### ACTIVITY
For every line in the material below that holds "position", report the line.

### SOURCE INFORMATION
···

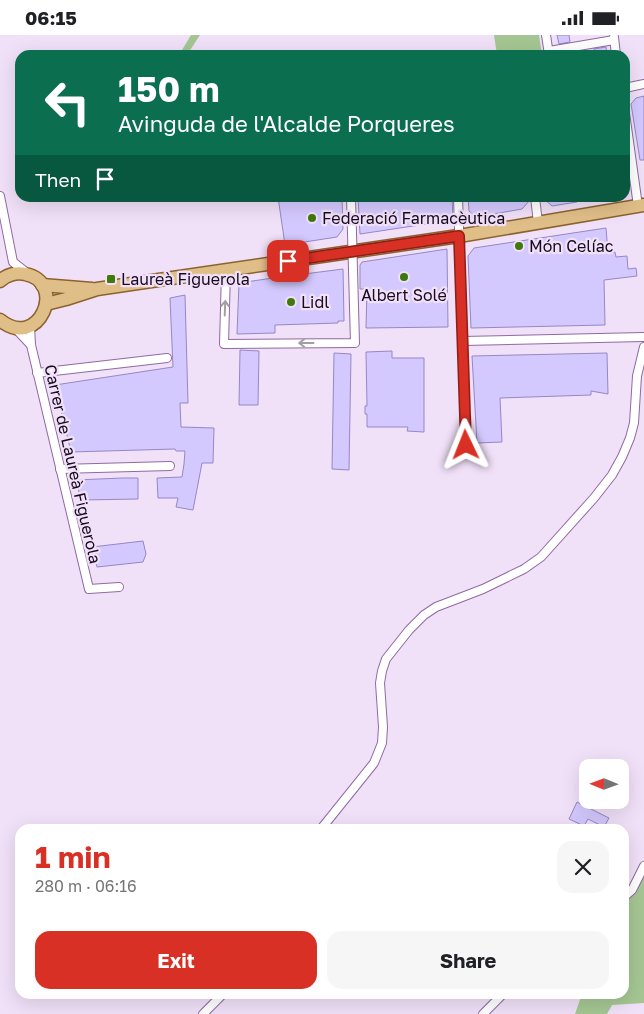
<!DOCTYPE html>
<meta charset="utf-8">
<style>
body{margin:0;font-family:"Golos Text",sans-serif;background:#f6f6f6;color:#202124;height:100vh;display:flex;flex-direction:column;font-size:19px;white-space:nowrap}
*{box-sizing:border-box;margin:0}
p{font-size:16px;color:#757577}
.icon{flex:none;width:28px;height:28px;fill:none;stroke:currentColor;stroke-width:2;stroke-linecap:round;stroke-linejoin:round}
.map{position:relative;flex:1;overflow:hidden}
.side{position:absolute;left:15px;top:789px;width:614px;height:175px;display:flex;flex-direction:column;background:#fff;border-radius:15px;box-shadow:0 5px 20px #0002}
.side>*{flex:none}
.hud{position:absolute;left:15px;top:15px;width:615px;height:152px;border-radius:15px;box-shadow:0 5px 20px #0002;background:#0b6e4f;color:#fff;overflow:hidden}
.needle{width:32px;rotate:271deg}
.buttons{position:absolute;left:579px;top:724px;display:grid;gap:10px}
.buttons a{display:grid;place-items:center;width:50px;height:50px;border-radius:10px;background:#fff;box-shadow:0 5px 20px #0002;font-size:25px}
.pin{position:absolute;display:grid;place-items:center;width:42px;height:42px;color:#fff;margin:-21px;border-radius:10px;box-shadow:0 2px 8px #0006}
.me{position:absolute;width:55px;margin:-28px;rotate:358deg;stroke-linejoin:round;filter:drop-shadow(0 0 4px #0008)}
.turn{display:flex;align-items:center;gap:18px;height:105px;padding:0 20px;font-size:22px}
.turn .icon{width:65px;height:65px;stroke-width:2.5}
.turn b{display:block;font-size:35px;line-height:42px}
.then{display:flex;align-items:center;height:48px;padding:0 20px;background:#0003;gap:10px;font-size:19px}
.round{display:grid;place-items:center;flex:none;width:52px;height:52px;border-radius:15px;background:#f6f6f6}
.headline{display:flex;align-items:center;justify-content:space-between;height:85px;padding:0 20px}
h1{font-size:30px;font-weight:700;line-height:38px;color:#d93025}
.cta{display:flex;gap:10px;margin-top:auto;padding:10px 20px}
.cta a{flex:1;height:58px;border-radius:15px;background:#d93025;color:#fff;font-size:20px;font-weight:700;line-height:58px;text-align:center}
.cta a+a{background:#f6f6f6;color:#202124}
.status{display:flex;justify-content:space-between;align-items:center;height:35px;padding:0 25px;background:#fff;direction:ltr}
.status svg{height:14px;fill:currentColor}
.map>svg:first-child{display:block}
</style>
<div class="status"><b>06:15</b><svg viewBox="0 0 49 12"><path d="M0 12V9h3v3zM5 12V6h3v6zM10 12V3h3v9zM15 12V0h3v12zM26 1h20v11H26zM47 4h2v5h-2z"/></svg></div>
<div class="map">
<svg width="644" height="979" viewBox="0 0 644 979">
<rect width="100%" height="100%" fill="#f0e0f8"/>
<g fill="#a5c693">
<path d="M191,0H200L187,20H179Z"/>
<path d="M494,0H539L542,20H497Z"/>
<path d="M644,834V968L612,970L607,979H575L582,959H624V870Z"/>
</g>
<g fill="#d4c9fe" stroke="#9687c6">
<path d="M557,0H569L570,7L559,9Z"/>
<path d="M606,12L607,20H595L594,14Z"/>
<path d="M644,61V125H640L631,69L636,63Z"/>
<path d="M278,162H342L343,194L337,202L285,210Z"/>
<path d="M358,162H452L453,185L360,199Z"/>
<path d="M468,162H529L530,165L522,174L476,182L469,176Z"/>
<path d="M542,162H576L577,167L552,171Z"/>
<path d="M606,193L608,218L615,217L616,222L627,221L628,234L636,233L637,241L604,245L605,290L471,293L468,221L474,213Z"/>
<path d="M447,214L448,292L366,293L367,254H360V230L362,227Z"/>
<path d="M343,234L344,286H338V288L275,290V298L237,299L239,248L273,243Z"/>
<path d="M185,260L188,368H180L181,392L214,393L213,428H202L193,475L176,472L178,463H158L157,443L182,442L184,429L185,416H176L175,414L71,417L55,350L173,332L170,263Z"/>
<path d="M240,315L259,316L258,370H239Z"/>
<path d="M392,316V323H424V397L407,396L408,392H367V379H365V371H367L366,317Z"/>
<path d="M334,318L351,319L349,435L332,434Z"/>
<path d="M607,318L608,359L591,356V360L500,363L502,407L477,408L472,321Z"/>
<path d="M122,443H138V464L81,465L76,445Z"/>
<path d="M143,506L146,519L143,527L97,532L92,512Z"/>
<path d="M577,767L609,783L604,792L588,784L584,791L569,784Z"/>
</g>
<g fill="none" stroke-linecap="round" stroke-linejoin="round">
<g stroke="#906aa2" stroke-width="10">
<g id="minor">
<path d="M546,0L549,20"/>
<path d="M614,2L616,20"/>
<path d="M549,16L614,5"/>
<path d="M625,53L644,49"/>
<path d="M625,78L638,171"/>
<path d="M0,161L13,227L27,238"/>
<path d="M458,162L466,410"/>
<path d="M535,162L538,188"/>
<path d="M226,236L224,309L355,308L351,162"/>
<path d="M30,291L31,310L89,554L119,552"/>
<path d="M15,293L31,310"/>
<path d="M463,306L644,302"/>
<path d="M37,338L167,323"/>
<path d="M60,434L170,431"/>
<path d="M321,794L374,728L382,708L383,692L380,648L382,636L386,624L409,595L424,580L436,572L483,554L524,534L541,522L594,463L612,440L622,422L630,403L634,388L637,341L644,312"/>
<path d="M624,862L632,855L644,831"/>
<path d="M203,979L223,959"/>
<path d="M483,979L503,959"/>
</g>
</g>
<g stroke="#8c622f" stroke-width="15">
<g id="primary">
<path d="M0,246C6,240 16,237 25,239C68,247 39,317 0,285"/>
<path d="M42,250L92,254"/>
<path d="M46,269L66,264L97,254L459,201L644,170"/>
</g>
</g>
<use href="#minor" stroke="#fff" stroke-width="8"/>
<use href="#primary" stroke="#e0be88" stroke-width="12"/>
</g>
<defs><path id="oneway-shaft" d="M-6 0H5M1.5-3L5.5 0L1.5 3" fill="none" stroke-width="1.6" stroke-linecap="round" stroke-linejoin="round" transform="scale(1.25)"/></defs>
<g stroke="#a39da5">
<use href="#oneway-shaft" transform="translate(225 273) rotate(-88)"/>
<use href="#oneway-shaft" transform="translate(306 308) rotate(180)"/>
</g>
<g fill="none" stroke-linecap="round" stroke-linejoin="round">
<g stroke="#8d1f18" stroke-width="12">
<path id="route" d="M288,226L459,201L466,410"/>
</g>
<use href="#route" stroke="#d93025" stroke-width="9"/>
</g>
<g fill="#3f780b" stroke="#f0e0f8" stroke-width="2">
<circle cx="312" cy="183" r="5"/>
<circle cx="519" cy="211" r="5"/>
<circle cx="404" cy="242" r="5"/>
<rect x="106" y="239" width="10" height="10" rx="2.5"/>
<circle cx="291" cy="267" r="5"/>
</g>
<g text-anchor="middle" stroke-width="4.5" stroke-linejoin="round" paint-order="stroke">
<g font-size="16" fill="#18091e" stroke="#f0e0f8" text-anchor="start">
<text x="322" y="189">Federació Farmacèutica</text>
<text x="529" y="217">Món Celíac</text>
<text x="121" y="250">Laureà Figuerola</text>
<text x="404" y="266" text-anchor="middle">Albert Solé</text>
<text x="301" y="273">Lidl</text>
</g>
<g font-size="16" fill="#18091e" stroke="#f0e0f8">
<text transform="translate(73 429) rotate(77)" y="6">Carrer de Laureà Figuerola</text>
</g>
</g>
</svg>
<div class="buttons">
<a><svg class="needle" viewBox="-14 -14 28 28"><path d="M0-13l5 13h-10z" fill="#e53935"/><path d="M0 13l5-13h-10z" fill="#757577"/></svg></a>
</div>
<div class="pin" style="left:288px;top:226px;background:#d93025"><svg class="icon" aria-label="arrive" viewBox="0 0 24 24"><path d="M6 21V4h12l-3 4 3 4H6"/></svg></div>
<svg class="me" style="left:466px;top:410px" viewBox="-20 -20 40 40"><path d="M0-17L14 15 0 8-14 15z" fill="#d93025" stroke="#fff" stroke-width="4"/></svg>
<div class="hud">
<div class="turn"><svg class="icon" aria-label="left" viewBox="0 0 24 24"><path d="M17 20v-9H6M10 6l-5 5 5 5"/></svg><div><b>150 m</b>Avinguda de l'Alcalde Porqueres</div></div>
<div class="then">Then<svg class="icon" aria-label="arrive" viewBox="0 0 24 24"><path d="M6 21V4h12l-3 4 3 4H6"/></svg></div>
</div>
<section class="side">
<div class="headline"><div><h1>1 min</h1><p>280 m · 06:16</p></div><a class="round"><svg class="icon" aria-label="close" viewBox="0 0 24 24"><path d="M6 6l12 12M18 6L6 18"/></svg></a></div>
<div class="cta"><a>Exit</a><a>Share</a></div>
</section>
</div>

···

### ANSWER
.map{position:relative;flex:1;overflow:hidden}
.side{position:absolute;left:15px;top:789px;width:614px;height:175px;display:flex;flex-direction:column;background:#fff;border-radius:15px;box-shadow:0 5px 20px #0002}
.hud{position:absolute;left:15px;top:15px;width:615px;height:152px;border-radius:15px;box-shadow:0 5px 20px #0002;background:#0b6e4f;color:#fff;overflow:hidden}
.buttons{position:absolute;left:579px;top:724px;display:grid;gap:10px}
.pin{position:absolute;display:grid;place-items:center;width:42px;height:42px;color:#fff;margin:-21px;border-radius:10px;box-shadow:0 2px 8px #0006}
.me{position:absolute;width:55px;margin:-28px;rotate:358deg;stroke-linejoin:round;filter:drop-shadow(0 0 4px #0008)}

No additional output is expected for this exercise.